Filmed by Fayard, Harold, Ulysses, and Viola Nicholas and Lorenzo Hill

Class of 2011

This is another one of my placeholder posts. The “Nicholas Brothers Family Home Movies” are currently unavailable online in their entirety, but a few minutes appear in two different TV specials about the Nicholas Brothers: the 1992 British documentary “The Nicholas Brothers: We Sing and We Dance”,  and the 1999 “Biography” episode “The Nicholas Brothers: Flying High”. Thanks to Ken Scheck for bringing these to my attention.

The Plot: Throughout the 1930s and 1940s, Fayard and Harold Nicholas appeared on stage and screen as The Nicholas Brothers, performing their unique “flash dance” combing precision tap with outstanding acrobatics. The first two decades of their careers are chronicled in a series of home movies filmed by the brothers, as well as their parents Ulysses and Viola Nicholas. We get a peek into the Nicholas Brothers’ beginnings at New York’s famous Cotton Club, their trips to Hollywood, their extensive international touring, and personal glimpses of the expanding Nicholas family, including a pre-fame Dorothy Dandridge!

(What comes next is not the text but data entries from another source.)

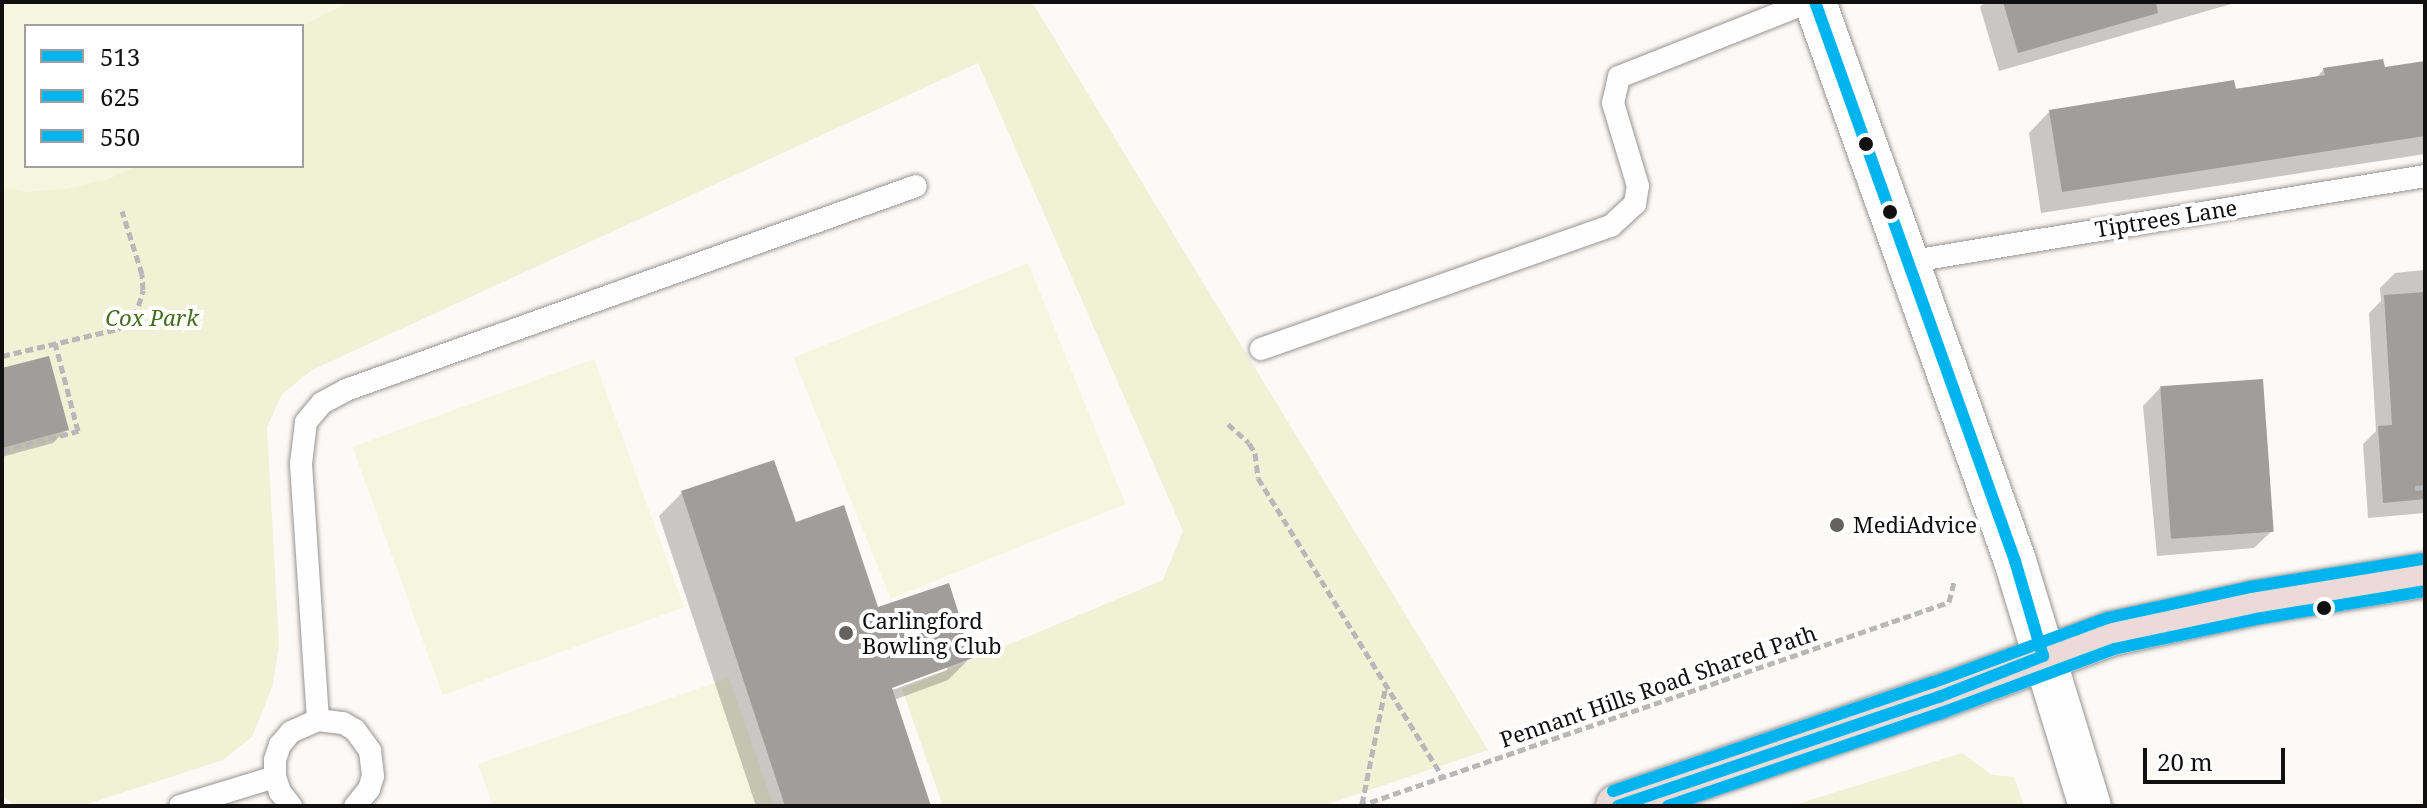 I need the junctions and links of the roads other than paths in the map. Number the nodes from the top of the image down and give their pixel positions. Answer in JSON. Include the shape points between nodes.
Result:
{"nodes":[{"id":1,"x":1808,"y":2,"type":"edge"},
{"id":2,"x":1815,"y":2,"type":"edge"},
{"id":3,"x":2425,"y":176,"type":"edge"},
{"id":4,"x":916,"y":186,"type":"dead end"},
{"id":5,"x":1907,"y":262,"type":"junction"},
{"id":6,"x":1261,"y":349,"type":"dead end"},
{"id":7,"x":2425,"y":575,"type":"edge"},
{"id":8,"x":2043,"y":656,"type":"junction"},
{"id":9,"x":318,"y":720,"type":"junction"},
{"id":10,"x":275,"y":777,"type":"junction"},
{"id":11,"x":362,"y":804,"type":"edge"},
{"id":12,"x":180,"y":806,"type":"edge"},
{"id":13,"x":291,"y":806,"type":"edge"},
{"id":14,"x":1618,"y":806,"type":"edge"},
{"id":15,"x":2090,"y":806,"type":"edge"}],
"edges":[{"from":1,"to":6,"type":"lane","via":[[1619,77],[1613,103],[1638,186],[1635,204],[1611,226]]},
{"from":2,"to":5,"type":"street"},
{"from":3,"to":5,"type":"lane","name":"Tiptrees Lane"},
{"from":4,"to":9,"type":"lane","via":[[322,403],[306,422],[301,442]]},
{"from":5,"to":8,"type":"street","via":[[2015,561]]},
{"from":7,"to":8,"type":"highway","via":[[2208,612]]},
{"from":8,"to":14,"type":"highway","via":[[1939,697]]},
{"from":8,"to":15,"type":"street"},
{"from":9,"to":10,"type":"lane","via":[[291,732],[280,745]]},
{"from":9,"to":11,"type":"lane","via":[[355,730],[370,751],[373,776]]},
{"from":10,"to":12,"type":"lane"},
{"from":10,"to":13,"type":"lane"}]} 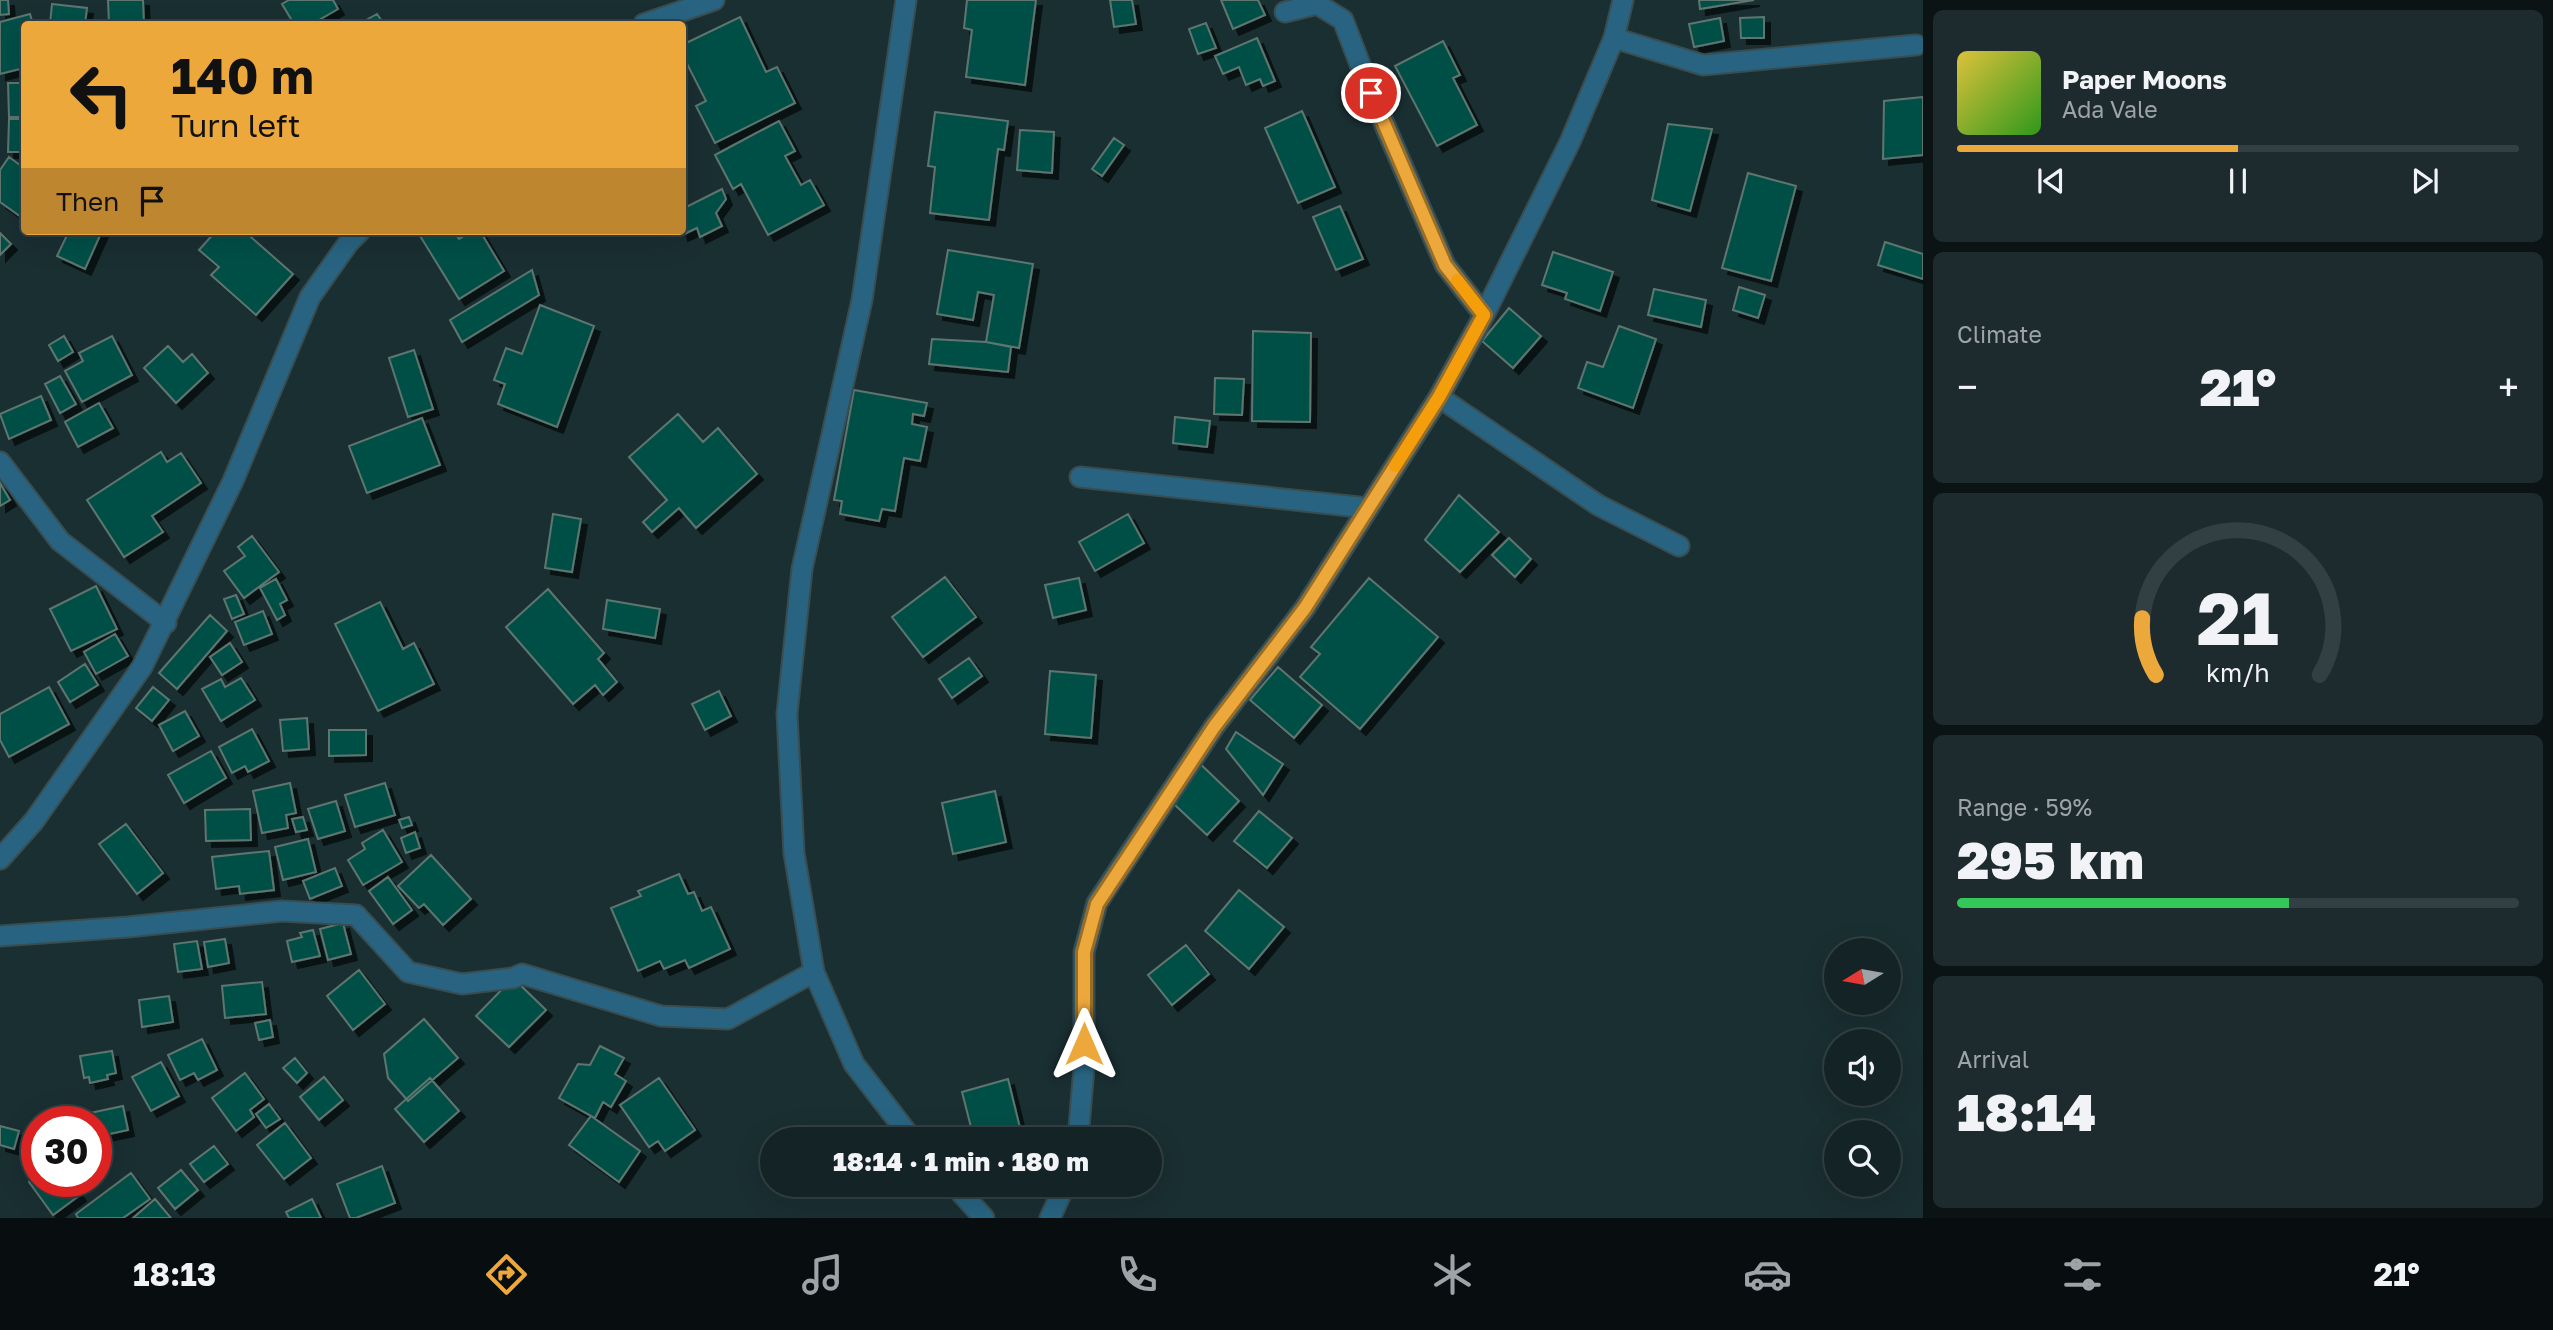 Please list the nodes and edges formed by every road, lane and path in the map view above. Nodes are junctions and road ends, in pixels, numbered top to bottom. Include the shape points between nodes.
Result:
1 (714, 0) edge
2 (906, 0) edge
3 (1623, 0) edge
4 (1285, 12) dead end
5 (653, 21) edge
6 (1614, 38) junction
7 (1916, 45) dead end
8 (356, 235) edge
9 (1484, 315) junction
10 (1439, 397) junction
11 (0, 462) edge
12 (1080, 477) dead end
13 (1368, 508) junction
14 (1679, 546) dead end
15 (166, 623) junction
16 (0, 859) edge
17 (0, 936) edge
18 (814, 972) junction
19 (903, 1127) edge
20 (1078, 1127) edge
21 (965, 1197) edge
22 (1060, 1197) edge
23 (984, 1218) edge
24 (1050, 1218) edge

1 - 5 street
2 - 18 street via 862,300 802,569 787,713 794,853
3 - 6 street
4 - 9 street via 1317,4 1343,20 1445,265
6 - 7 street via 1703,65
6 - 9 street via 1570,142
8 - 15 street via 310,297 233,481
9 - 10 street
10 - 13 street
10 - 14 street via 1598,505
11 - 15 street via 60,541
12 - 13 street
13 - 20 street via 1305,608 1214,727 1097,904 1084,952 1084,1067
15 - 16 street via 142,667 34,821
17 - 18 street via 282,911 356,915 408,972 461,984 522,974 661,1016 728,1018
18 - 19 street via 854,1064
21 - 23 street
22 - 24 street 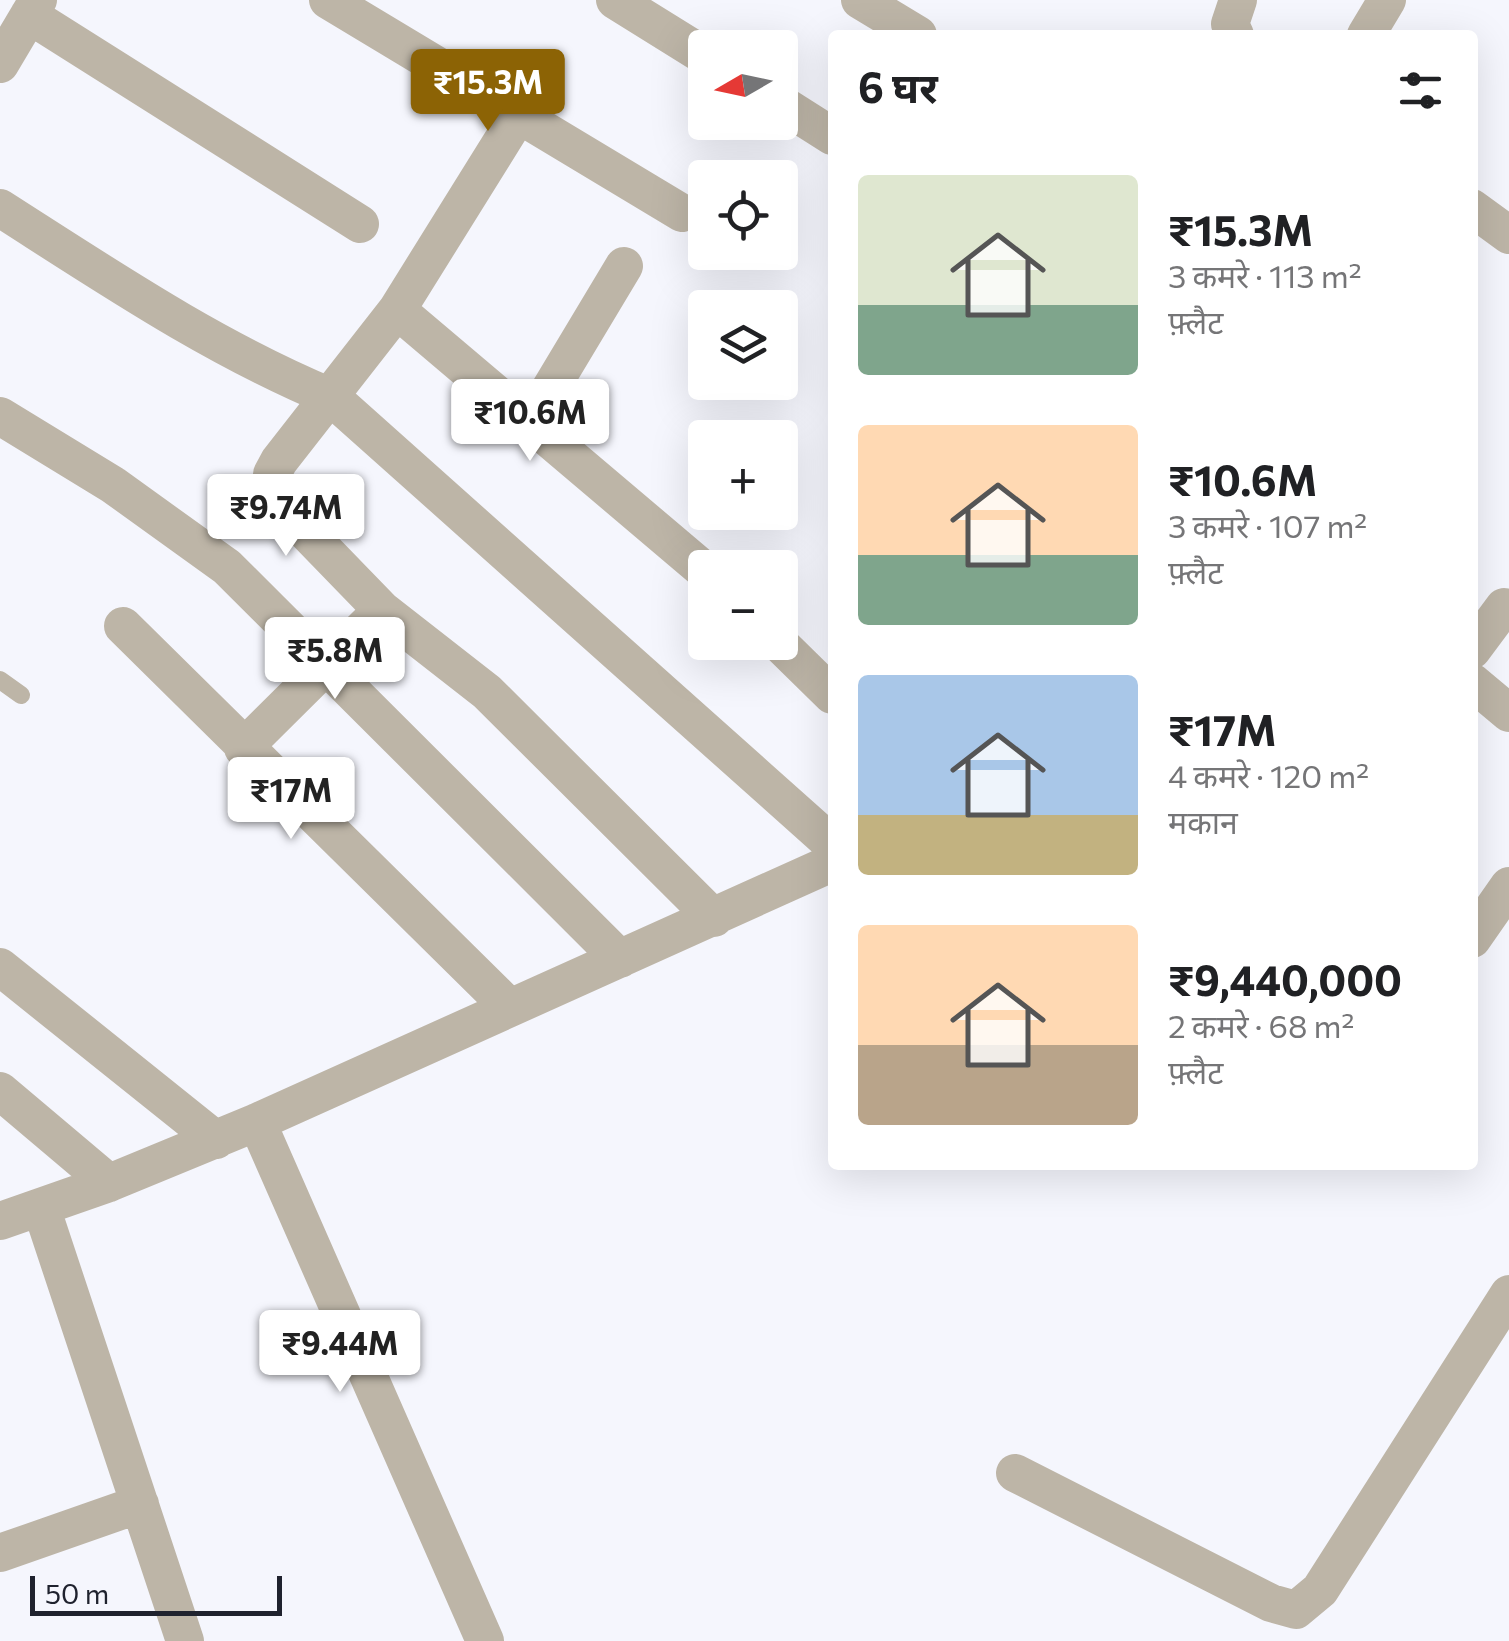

Why It Matters: The NFR calls these home movies “extraordinary” because they “capture a golden age of show business” as well as “document the middle-class African-American life of that era”. We also get an all-encompassing essay from Tony Nicholas (Fayard’s son) and Academy Film Archive expert Luisa F. Ribeiro.

But Does It Really?: I’ve been trying to track down this film for years, and although I’ve only been able to view a few minutes of these home movies, I loved every second of it. While we’ve covered a lot of show business for this blog, very little (if any) behind the scenes footage has been inducted. I get that the NFR doesn’t want to turn too meta, but this backstage glimpse of a bygone showbiz era was quite a treat. My only issue is that I haven’t been able to see all of it yet. A yes for the “Nicholas Brothers Family Home Movies” on the NFR, an encapsulation of time, place, family, and remarkable talent.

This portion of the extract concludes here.